It makes me wonder who is doing the cuts for the shows before the notes are written. It's pretty vague sometimes when you look at Program coordinators and show consultants on the staff page. I know it's usually a collaborative effort when cutting a show, but in the end it's always someones final decision. Where to cut, what to cut, where to put what parts (pit, brass, both), making up transitions to make things work.

Ok I've got it. EUREKA! I would opine that Downey and Bocook, and the like, are charged with making up transitions in awkward spots AND FREQUENTLY. Whomever is cutting the show at inception is leaving some wicked bad holes in the design and the arrangers are taking up the slack as best they can. This makes much more sense looking back on recent shows and the change in arranging styles.

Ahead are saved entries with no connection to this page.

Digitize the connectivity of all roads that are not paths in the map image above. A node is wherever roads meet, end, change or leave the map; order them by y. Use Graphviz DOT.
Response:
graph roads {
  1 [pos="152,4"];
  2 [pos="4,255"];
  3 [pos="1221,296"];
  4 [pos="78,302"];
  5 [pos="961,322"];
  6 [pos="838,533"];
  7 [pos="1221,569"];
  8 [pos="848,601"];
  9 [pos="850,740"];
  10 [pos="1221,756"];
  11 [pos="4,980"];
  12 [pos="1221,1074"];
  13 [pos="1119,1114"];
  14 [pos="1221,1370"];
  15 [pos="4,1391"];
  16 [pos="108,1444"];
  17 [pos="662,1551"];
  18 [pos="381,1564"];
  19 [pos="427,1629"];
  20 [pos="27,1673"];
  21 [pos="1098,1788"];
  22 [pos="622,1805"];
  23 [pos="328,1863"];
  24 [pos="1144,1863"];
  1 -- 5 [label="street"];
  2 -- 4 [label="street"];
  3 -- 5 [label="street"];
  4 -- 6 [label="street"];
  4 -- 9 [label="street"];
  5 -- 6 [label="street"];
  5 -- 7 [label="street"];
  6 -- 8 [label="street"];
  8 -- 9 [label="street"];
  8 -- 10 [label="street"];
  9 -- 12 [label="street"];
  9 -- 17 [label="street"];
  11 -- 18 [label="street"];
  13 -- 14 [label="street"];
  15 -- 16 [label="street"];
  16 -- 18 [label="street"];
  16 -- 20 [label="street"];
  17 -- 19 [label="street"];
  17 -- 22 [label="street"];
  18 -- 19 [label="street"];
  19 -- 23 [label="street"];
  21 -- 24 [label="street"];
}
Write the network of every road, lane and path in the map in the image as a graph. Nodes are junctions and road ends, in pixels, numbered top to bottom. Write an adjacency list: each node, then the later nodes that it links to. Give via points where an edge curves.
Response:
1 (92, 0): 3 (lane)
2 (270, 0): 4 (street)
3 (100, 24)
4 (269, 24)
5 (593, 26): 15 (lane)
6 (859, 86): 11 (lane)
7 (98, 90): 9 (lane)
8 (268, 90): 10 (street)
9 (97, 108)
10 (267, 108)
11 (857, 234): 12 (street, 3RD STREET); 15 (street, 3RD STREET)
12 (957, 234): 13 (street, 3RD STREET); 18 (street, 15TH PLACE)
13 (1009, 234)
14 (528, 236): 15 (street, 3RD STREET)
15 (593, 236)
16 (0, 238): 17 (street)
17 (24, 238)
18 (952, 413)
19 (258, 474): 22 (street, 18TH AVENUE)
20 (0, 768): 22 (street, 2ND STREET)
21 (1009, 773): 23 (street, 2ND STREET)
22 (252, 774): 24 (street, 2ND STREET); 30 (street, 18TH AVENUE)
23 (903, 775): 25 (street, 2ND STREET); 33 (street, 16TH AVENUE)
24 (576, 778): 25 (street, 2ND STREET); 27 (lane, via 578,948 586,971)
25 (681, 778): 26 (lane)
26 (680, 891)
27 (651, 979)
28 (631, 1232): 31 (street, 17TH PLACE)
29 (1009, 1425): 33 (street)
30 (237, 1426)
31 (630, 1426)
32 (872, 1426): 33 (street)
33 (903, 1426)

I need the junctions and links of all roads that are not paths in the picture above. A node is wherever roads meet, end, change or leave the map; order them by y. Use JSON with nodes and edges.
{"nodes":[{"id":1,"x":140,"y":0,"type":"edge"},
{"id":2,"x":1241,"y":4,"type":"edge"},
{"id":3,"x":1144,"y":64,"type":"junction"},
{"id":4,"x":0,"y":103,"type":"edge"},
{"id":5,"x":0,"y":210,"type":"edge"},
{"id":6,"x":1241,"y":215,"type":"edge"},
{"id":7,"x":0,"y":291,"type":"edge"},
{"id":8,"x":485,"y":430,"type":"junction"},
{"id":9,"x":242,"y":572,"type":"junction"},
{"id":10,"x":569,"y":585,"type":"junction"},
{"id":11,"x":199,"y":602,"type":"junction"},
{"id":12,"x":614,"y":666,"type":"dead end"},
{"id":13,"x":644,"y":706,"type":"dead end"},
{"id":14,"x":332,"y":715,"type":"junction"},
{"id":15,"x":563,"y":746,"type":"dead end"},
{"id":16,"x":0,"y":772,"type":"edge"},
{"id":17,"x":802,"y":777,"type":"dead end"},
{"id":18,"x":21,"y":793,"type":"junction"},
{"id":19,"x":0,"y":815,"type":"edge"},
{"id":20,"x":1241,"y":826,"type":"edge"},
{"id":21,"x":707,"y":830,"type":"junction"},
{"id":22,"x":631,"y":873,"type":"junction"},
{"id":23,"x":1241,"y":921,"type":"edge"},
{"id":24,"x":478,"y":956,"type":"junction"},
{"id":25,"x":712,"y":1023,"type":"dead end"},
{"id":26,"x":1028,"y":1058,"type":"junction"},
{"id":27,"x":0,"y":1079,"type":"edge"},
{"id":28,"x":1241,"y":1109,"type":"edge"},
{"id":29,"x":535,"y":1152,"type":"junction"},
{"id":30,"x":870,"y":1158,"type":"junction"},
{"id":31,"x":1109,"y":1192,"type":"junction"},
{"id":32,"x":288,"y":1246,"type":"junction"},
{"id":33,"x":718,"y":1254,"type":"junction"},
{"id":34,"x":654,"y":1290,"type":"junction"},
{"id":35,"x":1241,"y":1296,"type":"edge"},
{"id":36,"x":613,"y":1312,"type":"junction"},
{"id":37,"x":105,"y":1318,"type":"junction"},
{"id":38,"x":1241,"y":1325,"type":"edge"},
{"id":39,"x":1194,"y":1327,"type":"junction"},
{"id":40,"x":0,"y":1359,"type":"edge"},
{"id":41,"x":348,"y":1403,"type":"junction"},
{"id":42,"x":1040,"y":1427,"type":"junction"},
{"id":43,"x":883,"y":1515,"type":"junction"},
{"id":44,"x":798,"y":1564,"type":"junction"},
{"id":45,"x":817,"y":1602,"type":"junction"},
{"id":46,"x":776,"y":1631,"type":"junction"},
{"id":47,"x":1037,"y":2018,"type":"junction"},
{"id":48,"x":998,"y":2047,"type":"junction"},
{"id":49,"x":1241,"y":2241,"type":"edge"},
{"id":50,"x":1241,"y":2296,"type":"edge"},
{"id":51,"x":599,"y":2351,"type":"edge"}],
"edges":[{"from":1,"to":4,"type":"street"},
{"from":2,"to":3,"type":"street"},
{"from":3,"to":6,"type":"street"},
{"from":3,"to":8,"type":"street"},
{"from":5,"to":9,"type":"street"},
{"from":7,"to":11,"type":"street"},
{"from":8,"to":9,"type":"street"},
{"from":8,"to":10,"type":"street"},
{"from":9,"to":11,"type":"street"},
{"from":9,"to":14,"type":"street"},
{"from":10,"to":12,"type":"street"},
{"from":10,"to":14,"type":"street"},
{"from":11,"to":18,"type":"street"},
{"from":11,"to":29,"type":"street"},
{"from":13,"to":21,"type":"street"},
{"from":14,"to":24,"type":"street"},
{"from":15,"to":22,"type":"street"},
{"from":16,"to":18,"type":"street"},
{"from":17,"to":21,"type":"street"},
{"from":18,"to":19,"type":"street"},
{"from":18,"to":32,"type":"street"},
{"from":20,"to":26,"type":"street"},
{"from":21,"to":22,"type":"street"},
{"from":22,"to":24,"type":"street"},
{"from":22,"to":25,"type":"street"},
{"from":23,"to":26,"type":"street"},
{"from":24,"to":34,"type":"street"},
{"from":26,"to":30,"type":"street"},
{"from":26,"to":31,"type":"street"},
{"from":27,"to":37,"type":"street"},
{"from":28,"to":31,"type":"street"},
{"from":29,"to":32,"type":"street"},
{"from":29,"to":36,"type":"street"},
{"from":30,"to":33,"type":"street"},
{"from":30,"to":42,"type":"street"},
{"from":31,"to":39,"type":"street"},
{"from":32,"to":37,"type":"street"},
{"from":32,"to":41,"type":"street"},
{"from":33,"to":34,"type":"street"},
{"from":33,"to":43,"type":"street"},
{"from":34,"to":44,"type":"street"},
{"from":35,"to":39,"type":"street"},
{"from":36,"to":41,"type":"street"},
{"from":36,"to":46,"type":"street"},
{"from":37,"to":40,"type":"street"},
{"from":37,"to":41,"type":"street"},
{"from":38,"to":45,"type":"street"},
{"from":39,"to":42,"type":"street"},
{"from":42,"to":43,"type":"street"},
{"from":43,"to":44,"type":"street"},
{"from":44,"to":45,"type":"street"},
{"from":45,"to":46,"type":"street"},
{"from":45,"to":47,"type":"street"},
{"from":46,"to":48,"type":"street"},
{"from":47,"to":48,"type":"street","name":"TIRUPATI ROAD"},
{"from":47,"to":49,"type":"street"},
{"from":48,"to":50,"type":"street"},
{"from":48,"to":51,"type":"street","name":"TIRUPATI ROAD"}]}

Maybe the overall "theme" of the show has taken precedent over the actual flow of "music" being presented?

Where Klesch has the advantage; Crown is cutting a better show to start with. The pieces seem to fit together better to begin with, which makes writing transitions a lot easier. I do give Klesch a ton of credit for using his old bag of tricks wherever possible. I think it gives the hornline a unique sound that has been missing for a while. It rarely "all sounds the same" because he's actively looking for opportunities to add color to the tonal structure, change the warmth and depth of a piece by how it's voiced and exposing the talent of the hornline by really working each segment of the brass in spots that would normally be weaknesses (upper register ppp features, the near 3 octave splits on low brass, octaving of mello's and trumpets, etc etc etc.)

I'm not hearing very much of those things from the other Premier arrangers of today. Maybe on their older work, but not anymore.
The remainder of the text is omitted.